**Work required:** Gather each line of the records where "APPALACHIAN" appears.

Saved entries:
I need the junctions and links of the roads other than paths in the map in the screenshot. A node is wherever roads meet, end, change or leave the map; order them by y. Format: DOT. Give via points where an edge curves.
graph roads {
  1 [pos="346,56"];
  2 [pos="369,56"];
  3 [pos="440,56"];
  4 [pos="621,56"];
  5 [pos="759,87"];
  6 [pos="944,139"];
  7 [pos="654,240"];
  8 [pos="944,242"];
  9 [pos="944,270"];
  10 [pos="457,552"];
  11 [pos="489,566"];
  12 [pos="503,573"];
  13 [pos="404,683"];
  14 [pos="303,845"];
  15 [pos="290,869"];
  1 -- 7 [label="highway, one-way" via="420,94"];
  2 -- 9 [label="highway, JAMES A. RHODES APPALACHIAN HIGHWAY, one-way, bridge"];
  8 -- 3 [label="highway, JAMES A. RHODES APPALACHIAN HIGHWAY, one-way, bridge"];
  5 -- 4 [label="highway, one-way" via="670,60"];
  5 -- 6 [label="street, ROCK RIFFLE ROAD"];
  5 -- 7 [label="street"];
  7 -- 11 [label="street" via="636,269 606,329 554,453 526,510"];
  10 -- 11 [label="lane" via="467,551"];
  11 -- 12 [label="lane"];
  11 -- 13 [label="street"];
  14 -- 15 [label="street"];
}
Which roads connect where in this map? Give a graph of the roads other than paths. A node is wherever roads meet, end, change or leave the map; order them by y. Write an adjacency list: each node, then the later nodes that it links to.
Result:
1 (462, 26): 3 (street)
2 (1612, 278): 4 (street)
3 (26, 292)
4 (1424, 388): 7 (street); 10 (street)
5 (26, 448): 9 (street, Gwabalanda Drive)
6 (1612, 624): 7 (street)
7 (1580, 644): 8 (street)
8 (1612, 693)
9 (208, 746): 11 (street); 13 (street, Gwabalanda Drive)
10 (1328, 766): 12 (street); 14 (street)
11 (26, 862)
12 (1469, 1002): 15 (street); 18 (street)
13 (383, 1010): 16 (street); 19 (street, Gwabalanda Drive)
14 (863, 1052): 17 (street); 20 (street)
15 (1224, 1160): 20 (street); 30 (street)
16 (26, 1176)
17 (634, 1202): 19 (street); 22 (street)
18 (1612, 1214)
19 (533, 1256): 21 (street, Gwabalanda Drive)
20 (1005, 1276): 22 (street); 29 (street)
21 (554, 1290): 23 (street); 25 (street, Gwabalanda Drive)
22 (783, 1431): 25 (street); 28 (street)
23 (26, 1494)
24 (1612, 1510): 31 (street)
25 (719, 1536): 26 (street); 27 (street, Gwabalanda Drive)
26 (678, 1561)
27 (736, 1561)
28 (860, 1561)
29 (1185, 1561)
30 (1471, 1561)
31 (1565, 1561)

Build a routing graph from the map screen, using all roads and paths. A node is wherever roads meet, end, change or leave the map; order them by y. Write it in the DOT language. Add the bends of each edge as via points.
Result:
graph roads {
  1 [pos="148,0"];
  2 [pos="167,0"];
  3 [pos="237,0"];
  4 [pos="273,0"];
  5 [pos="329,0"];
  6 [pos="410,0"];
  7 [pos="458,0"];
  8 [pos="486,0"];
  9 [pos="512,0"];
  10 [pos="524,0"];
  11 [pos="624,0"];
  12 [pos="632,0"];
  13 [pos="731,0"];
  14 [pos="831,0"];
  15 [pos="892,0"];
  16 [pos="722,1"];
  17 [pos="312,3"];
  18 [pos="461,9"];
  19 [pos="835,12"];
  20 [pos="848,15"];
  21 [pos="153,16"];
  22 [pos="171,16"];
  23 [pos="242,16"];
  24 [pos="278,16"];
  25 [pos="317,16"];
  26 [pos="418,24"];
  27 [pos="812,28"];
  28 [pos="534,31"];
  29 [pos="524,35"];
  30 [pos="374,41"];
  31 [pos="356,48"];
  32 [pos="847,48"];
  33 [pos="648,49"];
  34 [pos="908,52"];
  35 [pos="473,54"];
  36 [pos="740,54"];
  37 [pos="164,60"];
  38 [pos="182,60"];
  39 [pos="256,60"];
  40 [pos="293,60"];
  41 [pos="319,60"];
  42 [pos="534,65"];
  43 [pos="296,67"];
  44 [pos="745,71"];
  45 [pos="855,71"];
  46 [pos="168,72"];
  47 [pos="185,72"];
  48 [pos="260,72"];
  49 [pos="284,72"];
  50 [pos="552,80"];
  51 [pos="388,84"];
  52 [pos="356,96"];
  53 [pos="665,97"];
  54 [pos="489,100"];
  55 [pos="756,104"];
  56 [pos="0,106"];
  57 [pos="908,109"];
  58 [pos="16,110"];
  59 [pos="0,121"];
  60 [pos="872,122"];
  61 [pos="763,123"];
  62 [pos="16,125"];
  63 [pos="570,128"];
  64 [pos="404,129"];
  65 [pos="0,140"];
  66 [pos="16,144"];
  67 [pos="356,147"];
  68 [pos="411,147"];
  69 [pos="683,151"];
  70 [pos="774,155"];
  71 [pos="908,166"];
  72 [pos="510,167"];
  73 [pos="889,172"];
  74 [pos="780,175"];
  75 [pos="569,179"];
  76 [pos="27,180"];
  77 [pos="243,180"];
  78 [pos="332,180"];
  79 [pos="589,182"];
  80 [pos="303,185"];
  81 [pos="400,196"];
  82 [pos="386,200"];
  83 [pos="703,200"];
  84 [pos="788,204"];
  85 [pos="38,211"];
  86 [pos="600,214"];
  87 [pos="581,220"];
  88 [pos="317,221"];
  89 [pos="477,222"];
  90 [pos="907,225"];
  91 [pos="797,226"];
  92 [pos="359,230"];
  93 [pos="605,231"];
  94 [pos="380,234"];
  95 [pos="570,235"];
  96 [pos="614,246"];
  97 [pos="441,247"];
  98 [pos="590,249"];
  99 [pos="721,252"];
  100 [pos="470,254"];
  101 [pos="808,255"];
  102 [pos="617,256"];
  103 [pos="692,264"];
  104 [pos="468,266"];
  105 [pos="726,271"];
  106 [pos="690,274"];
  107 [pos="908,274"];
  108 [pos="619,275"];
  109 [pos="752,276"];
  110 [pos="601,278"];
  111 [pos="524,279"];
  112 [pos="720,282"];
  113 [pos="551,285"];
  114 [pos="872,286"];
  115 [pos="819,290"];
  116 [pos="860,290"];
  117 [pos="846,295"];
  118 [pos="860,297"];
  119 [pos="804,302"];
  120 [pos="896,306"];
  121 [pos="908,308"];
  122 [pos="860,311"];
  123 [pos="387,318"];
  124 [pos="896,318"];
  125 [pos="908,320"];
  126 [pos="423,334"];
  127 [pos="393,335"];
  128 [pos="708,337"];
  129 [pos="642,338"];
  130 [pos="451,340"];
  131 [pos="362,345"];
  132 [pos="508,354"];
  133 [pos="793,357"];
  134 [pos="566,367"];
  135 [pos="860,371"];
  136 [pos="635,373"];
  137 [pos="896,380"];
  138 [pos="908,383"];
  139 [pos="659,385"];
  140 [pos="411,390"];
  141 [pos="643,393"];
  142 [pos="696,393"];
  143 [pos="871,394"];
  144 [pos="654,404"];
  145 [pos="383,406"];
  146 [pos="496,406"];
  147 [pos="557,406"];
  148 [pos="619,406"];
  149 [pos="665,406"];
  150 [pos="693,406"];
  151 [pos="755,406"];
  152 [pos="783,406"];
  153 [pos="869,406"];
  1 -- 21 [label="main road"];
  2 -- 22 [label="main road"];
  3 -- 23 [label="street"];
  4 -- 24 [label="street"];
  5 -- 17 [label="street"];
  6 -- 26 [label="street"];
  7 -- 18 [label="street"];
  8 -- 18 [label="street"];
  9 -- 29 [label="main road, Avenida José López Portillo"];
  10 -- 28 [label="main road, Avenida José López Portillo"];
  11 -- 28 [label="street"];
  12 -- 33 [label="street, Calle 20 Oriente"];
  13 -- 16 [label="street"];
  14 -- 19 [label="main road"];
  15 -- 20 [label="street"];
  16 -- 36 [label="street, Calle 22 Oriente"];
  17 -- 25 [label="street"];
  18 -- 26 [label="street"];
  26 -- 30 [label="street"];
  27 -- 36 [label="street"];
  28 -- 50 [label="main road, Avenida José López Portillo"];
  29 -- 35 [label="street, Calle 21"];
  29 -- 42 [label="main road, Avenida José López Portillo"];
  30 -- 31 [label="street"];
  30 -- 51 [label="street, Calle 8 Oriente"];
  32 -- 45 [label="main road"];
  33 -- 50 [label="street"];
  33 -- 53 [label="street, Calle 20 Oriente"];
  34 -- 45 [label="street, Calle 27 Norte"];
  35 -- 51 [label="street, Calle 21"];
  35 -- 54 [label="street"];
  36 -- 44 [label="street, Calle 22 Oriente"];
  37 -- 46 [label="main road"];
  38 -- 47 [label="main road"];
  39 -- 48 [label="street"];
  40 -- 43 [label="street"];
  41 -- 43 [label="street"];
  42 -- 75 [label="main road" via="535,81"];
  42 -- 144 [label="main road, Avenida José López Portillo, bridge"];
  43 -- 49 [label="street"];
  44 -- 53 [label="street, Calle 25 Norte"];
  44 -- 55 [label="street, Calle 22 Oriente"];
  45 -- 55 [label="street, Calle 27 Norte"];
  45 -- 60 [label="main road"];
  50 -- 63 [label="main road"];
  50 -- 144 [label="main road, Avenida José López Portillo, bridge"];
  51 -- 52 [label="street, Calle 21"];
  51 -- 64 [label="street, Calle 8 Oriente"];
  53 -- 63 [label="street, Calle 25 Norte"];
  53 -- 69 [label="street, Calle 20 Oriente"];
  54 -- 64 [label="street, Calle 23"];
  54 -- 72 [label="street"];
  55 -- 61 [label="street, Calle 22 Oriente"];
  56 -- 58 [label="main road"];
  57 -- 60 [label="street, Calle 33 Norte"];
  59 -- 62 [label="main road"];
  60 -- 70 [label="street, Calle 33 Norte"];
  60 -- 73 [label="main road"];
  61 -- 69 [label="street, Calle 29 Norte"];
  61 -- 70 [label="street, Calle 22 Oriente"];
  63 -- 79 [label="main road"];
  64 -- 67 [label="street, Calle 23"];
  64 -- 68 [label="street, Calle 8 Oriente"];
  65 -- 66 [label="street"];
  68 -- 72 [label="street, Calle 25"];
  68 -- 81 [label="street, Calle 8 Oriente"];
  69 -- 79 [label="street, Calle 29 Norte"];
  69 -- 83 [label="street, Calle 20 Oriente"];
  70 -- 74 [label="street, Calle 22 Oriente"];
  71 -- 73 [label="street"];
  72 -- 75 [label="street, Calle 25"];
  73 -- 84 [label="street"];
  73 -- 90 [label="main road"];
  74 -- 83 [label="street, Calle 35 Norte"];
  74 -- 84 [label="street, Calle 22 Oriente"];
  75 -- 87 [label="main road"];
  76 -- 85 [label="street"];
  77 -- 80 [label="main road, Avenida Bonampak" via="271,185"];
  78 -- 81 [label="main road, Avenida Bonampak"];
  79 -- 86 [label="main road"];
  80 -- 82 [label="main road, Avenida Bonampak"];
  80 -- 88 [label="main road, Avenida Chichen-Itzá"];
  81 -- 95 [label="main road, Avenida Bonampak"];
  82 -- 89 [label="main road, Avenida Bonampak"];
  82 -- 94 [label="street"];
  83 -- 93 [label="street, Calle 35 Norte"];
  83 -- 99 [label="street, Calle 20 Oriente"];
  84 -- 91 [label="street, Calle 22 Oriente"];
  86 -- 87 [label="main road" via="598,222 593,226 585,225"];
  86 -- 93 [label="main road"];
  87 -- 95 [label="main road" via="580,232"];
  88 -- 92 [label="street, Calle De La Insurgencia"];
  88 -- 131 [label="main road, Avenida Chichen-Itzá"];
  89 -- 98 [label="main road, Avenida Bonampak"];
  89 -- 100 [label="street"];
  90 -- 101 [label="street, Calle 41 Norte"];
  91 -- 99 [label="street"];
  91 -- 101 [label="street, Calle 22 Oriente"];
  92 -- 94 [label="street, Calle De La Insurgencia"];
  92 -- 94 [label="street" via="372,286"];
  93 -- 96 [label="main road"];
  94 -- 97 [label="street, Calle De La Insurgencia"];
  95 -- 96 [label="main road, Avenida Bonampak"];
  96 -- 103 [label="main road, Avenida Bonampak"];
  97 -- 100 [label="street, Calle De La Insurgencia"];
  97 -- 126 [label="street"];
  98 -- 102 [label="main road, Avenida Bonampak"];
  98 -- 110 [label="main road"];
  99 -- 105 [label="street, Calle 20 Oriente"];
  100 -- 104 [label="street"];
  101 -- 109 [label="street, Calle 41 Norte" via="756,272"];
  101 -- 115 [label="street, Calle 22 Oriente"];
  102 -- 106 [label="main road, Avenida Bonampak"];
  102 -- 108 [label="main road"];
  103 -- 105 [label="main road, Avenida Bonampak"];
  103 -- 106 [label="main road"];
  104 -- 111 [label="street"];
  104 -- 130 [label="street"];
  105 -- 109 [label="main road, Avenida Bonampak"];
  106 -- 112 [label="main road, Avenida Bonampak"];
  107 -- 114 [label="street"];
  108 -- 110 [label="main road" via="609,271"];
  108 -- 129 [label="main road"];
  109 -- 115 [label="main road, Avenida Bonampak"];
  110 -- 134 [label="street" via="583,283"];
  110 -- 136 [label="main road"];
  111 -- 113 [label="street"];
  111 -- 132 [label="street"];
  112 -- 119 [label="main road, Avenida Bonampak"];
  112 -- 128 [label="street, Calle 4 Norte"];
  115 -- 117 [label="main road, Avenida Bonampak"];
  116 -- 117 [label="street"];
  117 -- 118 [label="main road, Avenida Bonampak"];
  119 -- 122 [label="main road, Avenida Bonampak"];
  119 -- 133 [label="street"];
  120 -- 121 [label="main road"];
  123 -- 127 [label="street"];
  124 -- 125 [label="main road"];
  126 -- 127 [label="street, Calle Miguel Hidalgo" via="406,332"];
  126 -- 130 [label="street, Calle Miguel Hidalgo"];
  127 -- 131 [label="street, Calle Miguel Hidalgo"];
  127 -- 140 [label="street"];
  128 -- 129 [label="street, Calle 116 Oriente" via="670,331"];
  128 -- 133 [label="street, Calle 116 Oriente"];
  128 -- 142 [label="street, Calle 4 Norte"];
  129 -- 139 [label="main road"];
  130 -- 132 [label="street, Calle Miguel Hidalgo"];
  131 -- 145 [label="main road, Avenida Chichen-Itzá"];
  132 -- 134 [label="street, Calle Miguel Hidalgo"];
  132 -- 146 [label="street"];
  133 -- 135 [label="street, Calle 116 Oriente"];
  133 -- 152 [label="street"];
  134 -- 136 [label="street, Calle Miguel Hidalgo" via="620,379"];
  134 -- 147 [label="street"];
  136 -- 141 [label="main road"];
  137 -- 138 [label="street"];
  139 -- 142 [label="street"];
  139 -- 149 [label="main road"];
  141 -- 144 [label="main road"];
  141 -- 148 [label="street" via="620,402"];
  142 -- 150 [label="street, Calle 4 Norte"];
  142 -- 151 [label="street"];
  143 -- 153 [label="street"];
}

**Task solution:**
  2 -- 9 [label="highway, JAMES A. RHODES APPALACHIAN HIGHWAY, one-way, bridge"];
  8 -- 3 [label="highway, JAMES A. RHODES APPALACHIAN HIGHWAY, one-way, bridge"];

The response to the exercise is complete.